She approached the stall, a flush of shame spreading across her chest as if someone had spilled a hot cup of tea on her. In the basti, people said men chased her because of how she dressed or how she acted. She made it worse for herself by refusing to hold her books close to her dupatta-sheathed chest or by slouching in the manner of bashful girls who pretended they could avoid censure by shrinking closer to the ground.
She knew she had no reason to be embarrassed. But in moments like these, it seemed to her that perhaps those in the basti were right. Why did she think she was special? The chorus in her head was sometimes the same as the chorus in the alleys of the basti.
Sorry, excuse me, she said to the workers around the dosa stall. They parted at once, as if deferential to her clothes that were ironed and neat and still carried the scent of the perfume she had sprayed on herself that morning, and to her face, moisturized twice a day with Lakmé Absolute Skin Gloss Gel Crème. The men wore stringy clothes specked with paint and dirt and cement.
The dosa vendor and a child who was helping him spread the batter on a hot tava looked at her questioningly. Raising an index finger, she pointed to a construction worker’s dosa plate and indicated she would like one too. The child spread the batter on the pan, expertly smoothing out lumps with the back of a ladle and crisping the dosa with dollops of oil. In spite of everything, the delicious smell of it made her mouth water. The construction workers watched her, but they did so with no sense of authority and mostly with an expression of surprise.

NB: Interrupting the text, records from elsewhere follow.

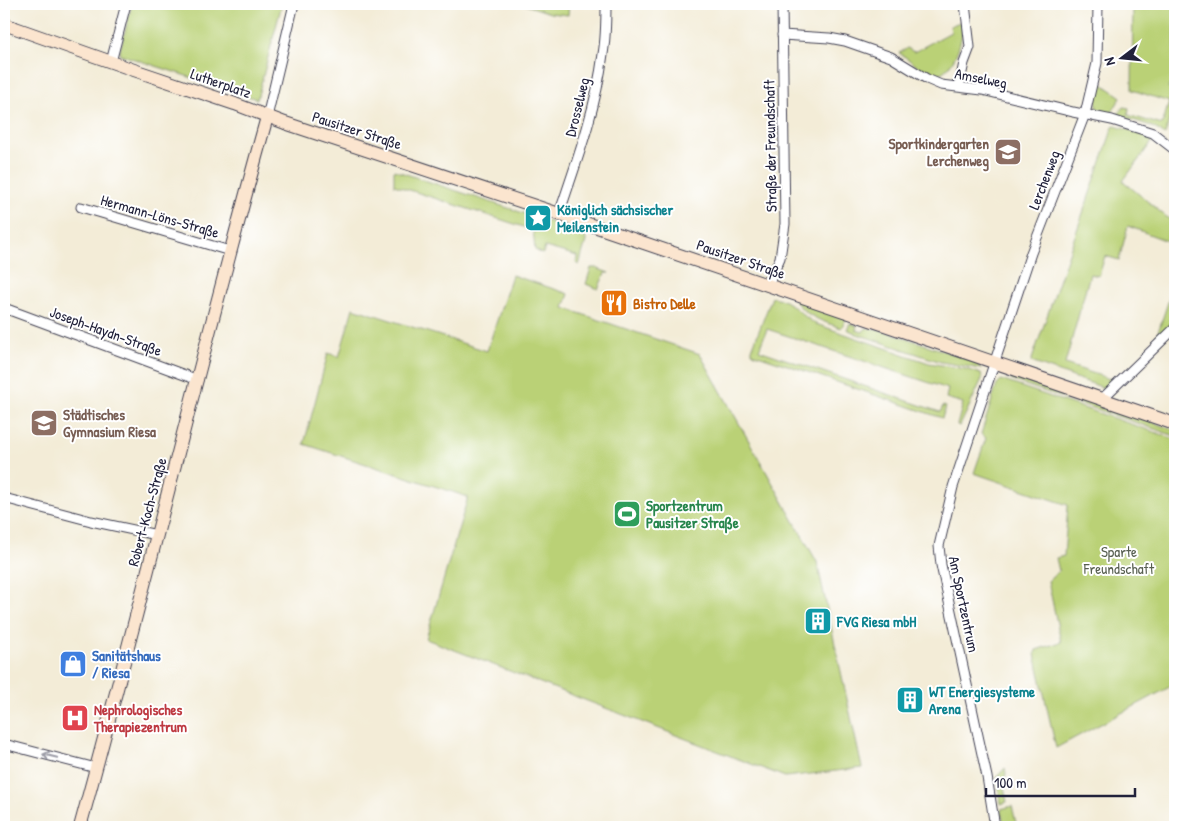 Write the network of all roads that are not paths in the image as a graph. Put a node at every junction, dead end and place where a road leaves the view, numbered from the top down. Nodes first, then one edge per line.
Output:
1 (126, 4) edge
2 (294, 4) edge
3 (606, 4) edge
4 (782, 4) edge
5 (965, 4) edge
6 (1098, 4) edge
7 (4, 24) edge
8 (782, 35) junction
9 (111, 62) junction
10 (959, 86) junction
11 (1085, 114) junction
12 (267, 117) junction
13 (1175, 150) edge
14 (81, 207) dead end
15 (559, 214) junction
16 (230, 251) junction
17 (768, 285) junction
18 (4, 308) edge
19 (1175, 328) edge
20 (995, 362) junction
21 (198, 380) junction
22 (1103, 398) junction
23 (1175, 424) edge
24 (4, 498) edge
25 (157, 535) junction
26 (4, 744) edge
27 (96, 768) junction
28 (80, 827) edge
29 (995, 827) edge

1 - 9 street
2 - 12 street, Lutherplatz
3 - 15 street, Drosselweg
4 - 8 street, Straße der Freundschaft
5 - 10 street
6 - 11 street, Lerchenweg
7 - 9 street
8 - 10 street, Amselweg
8 - 17 street, Straße der Freundschaft
9 - 12 street, Lutherplatz
10 - 11 street, Amselweg
11 - 13 street, Amselweg
11 - 20 street, Lerchenweg
12 - 15 street, Pausitzer Straße
12 - 16 street, Robert-Koch-Straße
14 - 16 street, Hermann-Löns-Straße
15 - 17 street, Pausitzer Straße
16 - 21 street, Robert-Koch-Straße
17 - 20 street, Pausitzer Straße
18 - 21 street, Joseph-Haydn-Straße
19 - 22 street
20 - 22 street, Pausitzer Straße
20 - 29 street, Am Sportzentrum
21 - 25 street, Robert-Koch-Straße
22 - 23 street, Pausitzer Straße
24 - 25 street
25 - 27 street, Robert-Koch-Straße
27 -> 26 street
27 - 28 street, Robert-Koch-Straße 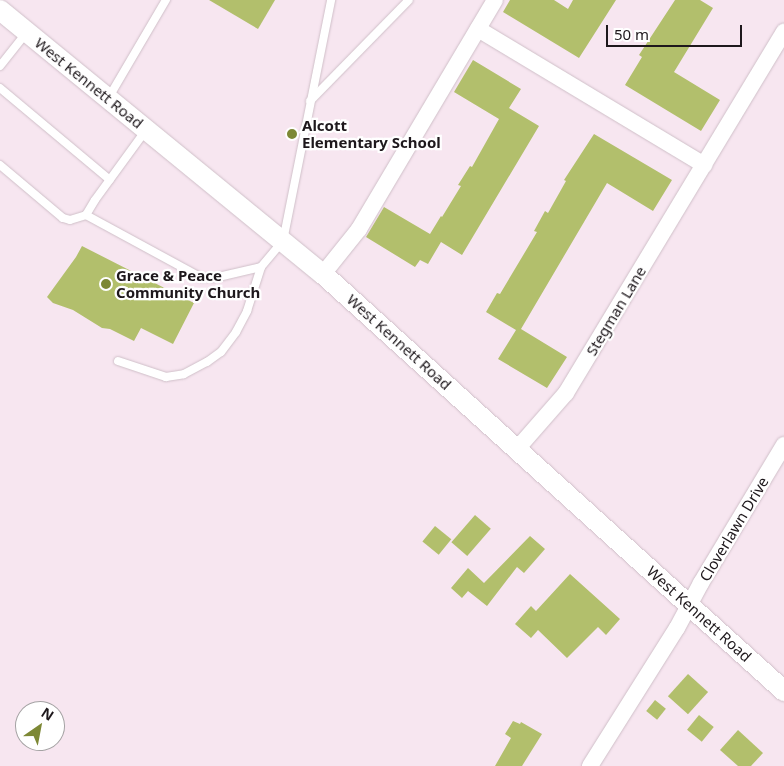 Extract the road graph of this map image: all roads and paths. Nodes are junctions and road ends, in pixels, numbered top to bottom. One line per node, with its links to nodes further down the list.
1 (166, 0): 11 (lane)
2 (331, 0): 12 (lane)
3 (409, 0): 12 (lane)
4 (496, 0): 6 (street)
5 (0, 10): 7 (street, West Kennett Road)
6 (478, 29): 15 (street); 20 (street)
7 (27, 32): 9 (lane); 11 (street, West Kennett Road)
8 (784, 32): 15 (street, Stegman Lane)
9 (0, 66)
10 (0, 88): 16 (lane)
11 (108, 99): 13 (street, West Kennett Road)
12 (310, 101): 18 (lane)
13 (146, 130): 16 (lane); 18 (street, West Kennett Road)
14 (0, 165): 17 (lane)
15 (704, 165): 23 (street, Stegman Lane)
16 (110, 180): 17 (lane)
17 (86, 215): 19 (lane)
18 (283, 241): 19 (lane); 20 (street, West Kennett Road)
19 (261, 267): 21 (lane)
20 (322, 274): 23 (street, West Kennett Road)
21 (118, 361)
22 (784, 445): 24 (street, Cloverlawn Drive)
23 (517, 448): 24 (street, West Kennett Road)
24 (689, 605): 25 (street, West Kennett Road); 26 (street, Cloverlawn Drive)
25 (784, 691)
26 (590, 766) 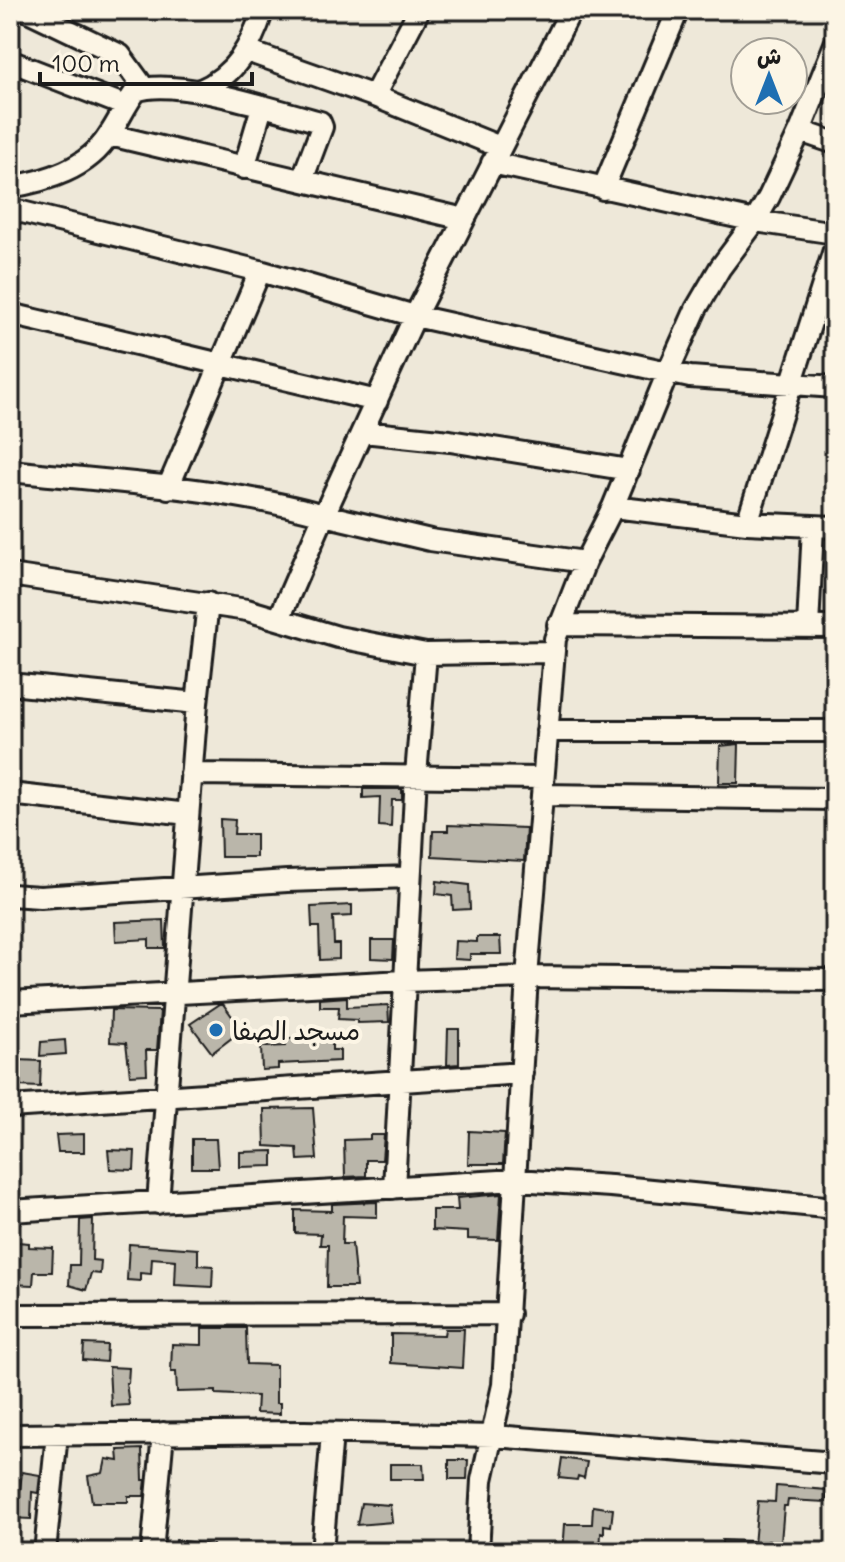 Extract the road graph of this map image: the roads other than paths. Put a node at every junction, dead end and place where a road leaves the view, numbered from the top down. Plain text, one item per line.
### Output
1 (26, 10) edge
2 (263, 10) edge
3 (419, 10) edge
4 (571, 10) edge
5 (678, 10) edge
6 (835, 44) edge
7 (247, 51) junction
8 (10, 61) edge
9 (144, 88) junction
10 (199, 91) junction
11 (374, 96) junction
12 (126, 106) junction
13 (262, 107) junction
14 (800, 131) junction
15 (110, 135) junction
16 (835, 143) edge
17 (496, 155) junction
18 (244, 168) junction
19 (302, 180) junction
20 (10, 187) edge
21 (603, 189) junction
22 (10, 209) edge
23 (464, 219) junction
24 (755, 221) junction
25 (835, 233) edge
26 (835, 247) edge
27 (260, 271) junction
28 (10, 314) edge
29 (415, 316) junction
30 (222, 365) junction
31 (668, 372) junction
32 (790, 385) junction
33 (835, 387) edge
34 (377, 401) junction
35 (363, 432) junction
36 (629, 470) junction
37 (10, 471) edge
38 (168, 488) junction
39 (613, 507) junction
40 (324, 515) junction
41 (747, 523) junction
42 (813, 527) junction
43 (835, 527) edge
44 (585, 562) junction
45 (10, 575) edge
46 (208, 603) junction
47 (279, 619) junction
48 (558, 625) junction
49 (808, 627) junction
50 (835, 627) edge
51 (553, 652) junction
52 (426, 654) junction
53 (10, 684) edge
54 (197, 703) junction
55 (547, 731) junction
56 (835, 731) edge
57 (191, 774) junction
58 (416, 775) junction
59 (542, 786) junction
60 (10, 794) edge
61 (835, 799) edge
62 (188, 814) junction
63 (410, 877) junction
64 (183, 887) junction
65 (10, 895) edge
66 (527, 977) junction
67 (835, 980) edge
68 (404, 981) junction
69 (174, 993) junction
70 (10, 1002) edge
71 (522, 1073) junction
72 (399, 1080) junction
73 (167, 1095) junction
74 (10, 1107) edge
75 (516, 1180) junction
76 (394, 1188) junction
77 (158, 1203) junction
78 (835, 1208) edge
79 (10, 1211) edge
80 (509, 1314) junction
81 (10, 1315) edge
82 (163, 1433) junction
83 (332, 1433) junction
84 (57, 1434) junction
85 (10, 1435) edge
86 (494, 1436) junction
87 (835, 1463) edge
88 (45, 1552) edge
89 (152, 1552) edge
90 (322, 1552) edge
91 (478, 1552) edge

1 - 9 street
2 - 7 street
3 - 11 street
4 - 17 street
5 - 21 street
6 - 14 street
7 - 10 street
7 - 11 street
8 - 12 street
9 - 10 street
9 - 12 street
10 - 13 street
11 - 17 street
12 - 15 street
13 - 18 street
13 - 19 street
14 - 16 street
14 - 24 street
15 - 18 street
15 - 20 street
17 - 21 street
17 - 23 street
18 - 19 street
19 - 23 street
21 - 24 street
22 - 27 street
23 - 29 street
24 - 25 street
24 - 31 street
26 - 32 street
27 - 29 street
27 - 30 street
28 - 30 street
29 - 31 street
29 - 34 street
30 - 34 street
30 - 38 street
31 - 32 street
31 - 36 street
32 - 33 street
32 - 41 street
34 - 35 street
35 - 36 street
35 - 40 street
36 - 39 street
37 - 38 street
38 - 40 street
39 - 41 street
39 - 44 street
40 - 44 street
40 - 47 street
41 - 42 street
42 - 43 street
42 - 49 street
44 - 48 street
45 - 46 street
46 - 47 street
46 - 54 street
47 - 52 street
48 - 49 street
48 - 51 street
49 - 50 street
51 - 52 street
51 - 55 street
52 - 58 street
53 - 54 street
54 - 57 street
55 - 56 street
55 - 59 street
57 - 58 street
57 - 62 street
58 - 59 street
58 - 63 street
59 - 61 street
59 - 66 street
60 - 62 street
62 - 64 street
63 - 64 street
63 - 68 street
64 - 65 street
64 - 69 street
66 - 67 street
66 - 68 street
66 - 71 street
68 - 69 street
68 - 72 street
69 - 70 street
69 - 73 street
71 - 72 street
71 - 75 street
72 - 73 street
72 - 76 street
73 - 74 street
73 - 77 street
75 - 76 street
75 - 78 street
75 - 80 street
76 - 77 street
77 - 79 street
80 - 81 street
80 - 86 street
82 - 83 street
82 - 84 street
82 - 89 street
83 - 86 street
83 - 90 street
84 - 85 street
84 - 88 street
86 - 87 street
86 - 91 street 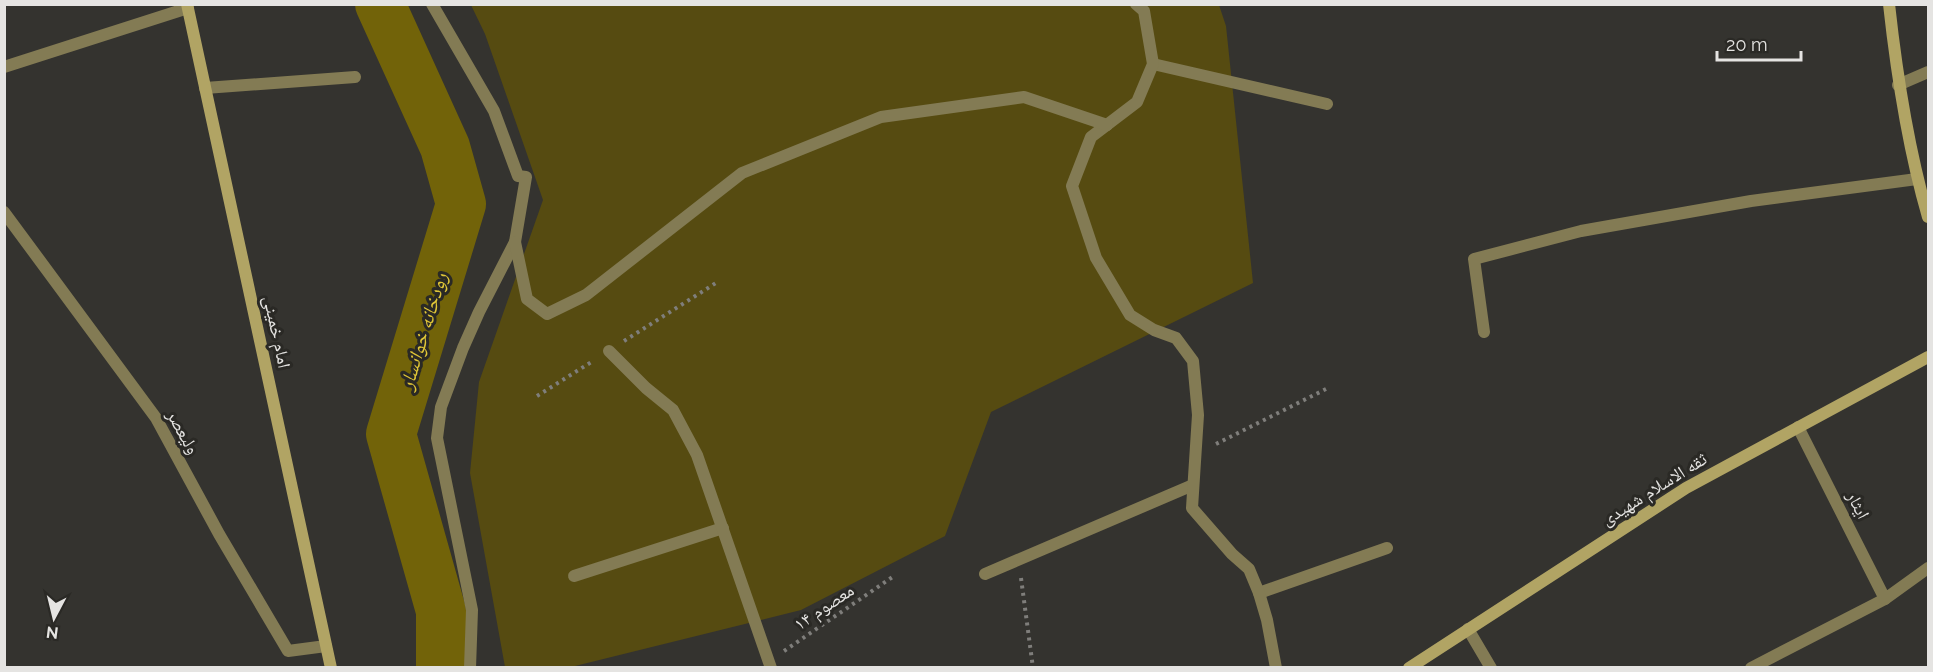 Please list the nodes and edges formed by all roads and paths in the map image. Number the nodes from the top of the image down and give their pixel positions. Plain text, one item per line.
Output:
1 (432, 4) edge
2 (1136, 4) edge
3 (1890, 4) edge
4 (187, 6) edge
5 (1153, 64) junction
6 (4, 67) edge
7 (1929, 72) edge
8 (355, 77) dead end
9 (1898, 85) junction
10 (205, 88) junction
11 (1327, 104) dead end
12 (1107, 125) junction
13 (1917, 179) junction
14 (4, 212) edge
15 (1929, 217) edge
16 (515, 242) junction
17 (1484, 332) dead end
18 (609, 351) dead end
19 (1929, 357) edge
20 (1326, 389) dead end
21 (1798, 427) junction
22 (1194, 455) junction
23 (1193, 485) junction
24 (723, 528) junction
25 (1387, 548) dead end
26 (1019, 559) junction
27 (1929, 568) edge
28 (985, 574) dead end
29 (574, 576) dead end
30 (894, 576) dead end
31 (1259, 593) junction
32 (1885, 599) junction
33 (1468, 629) junction
34 (326, 646) junction
35 (770, 664) edge
36 (331, 668) edge
37 (470, 668) edge
38 (1033, 668) edge
39 (1276, 668) edge
40 (1409, 668) edge
41 (1491, 668) edge
42 (1751, 668) edge

1 - 16 street
2 - 5 street
3 - 9 main road
4 - 6 street
4 - 10 main road, امام خمینی
5 - 11 street
5 - 12 street
7 - 9 street
8 - 10 street
9 - 13 main road
10 - 34 main road, امام خمینی
12 - 16 street
12 - 22 street
13 - 15 main road
13 - 17 street
14 - 34 street, ولیعصر
16 - 37 street
18 - 24 street
19 - 21 main road, ثقه الاسلام شهیدی
20 - 22 path
21 - 32 street, ایثار
21 - 33 main road, ثقه الاسلام شهیدی
22 - 23 street
23 - 26 street
23 - 31 street
24 - 29 street
24 - 35 street
25 - 31 street
26 - 28 street
26 - 38 path
27 - 32 street
30 - 35 path, ۱۴ معصوم
31 - 39 street
32 - 42 street
33 - 40 main road, ثقه الاسلام شهیدی
33 - 41 street
34 - 36 main road, امام خمینی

Her phone rang, and she was relieved when she saw Suraj’s name flashing. She answered his call. It turned out that he had come to pick her up at Let’s Talk, though they were supposed to meet at a mall only an hour later. She told him she was just ahead. He said he would find her. She fished out forty rupees from her handbag and gave it to the child, who was folding her dosa onto a plate. She asked him to give it to someone else; she had to go, she mimed with her hands and eyes. The child looked horrified at the idea of someone turning down food they had paid for.
When she came out of the crowd, she saw the man was still there. Then Suraj’s old bike stopped next to her and the man retreated.
Below Suraj’s helmet visor, she could see that his eyes were red. He worked all night and must have had only three or four hours’ sleep. She sat behind him with her arms encircling his waist and her chin resting on his right shoulder. She didn’t feel cold even when Suraj started the bike and the wind whisked her hair.
He took her to a mall and drove into its underground parking lot with its hi-fi parking charges. First they had to pass a boom-gate attendant who lived in her basti, and whose eyes blazed with recognition and judgment as they locked with hers, and a guard, also from the basti, whose job it was to inspect the underbellies of cars with a portable search mirror. The men took extra time to let them through.
Inside the mall, they went to a McDonald’s where she bought Suraj an aloo-tikki burger though she had already spent beyond her budget for the day. They sat by huge glass windows that overlooked a bridge on which Purple Line trains drifted like white apparitions in the black smog. Suraj attempted to return his helmet-flattened hair to its original style but failed. They watched street urchins being shooed away by the security guards standing next to the metal detectors at the mall entrance. His arms pressed against hers. She could see the outline of his biceps under his tight sweater.
Suraj’s fingers spelt out L-O-V-E on the side of her thigh. Her jeans were thick and snug, but the heat of his touch made her shift in her seat. He draped his left arm around the back of her chair. They took small bites of the burger so that the other would have more. He asked her about her lessons and suggested that she talk to him in English, but that only made her tongue-tied. He spoke to Americans all night at his call center. Her English-speaking skills, despite the classes she diligently attended, didn’t go beyond where do you work and how was your day.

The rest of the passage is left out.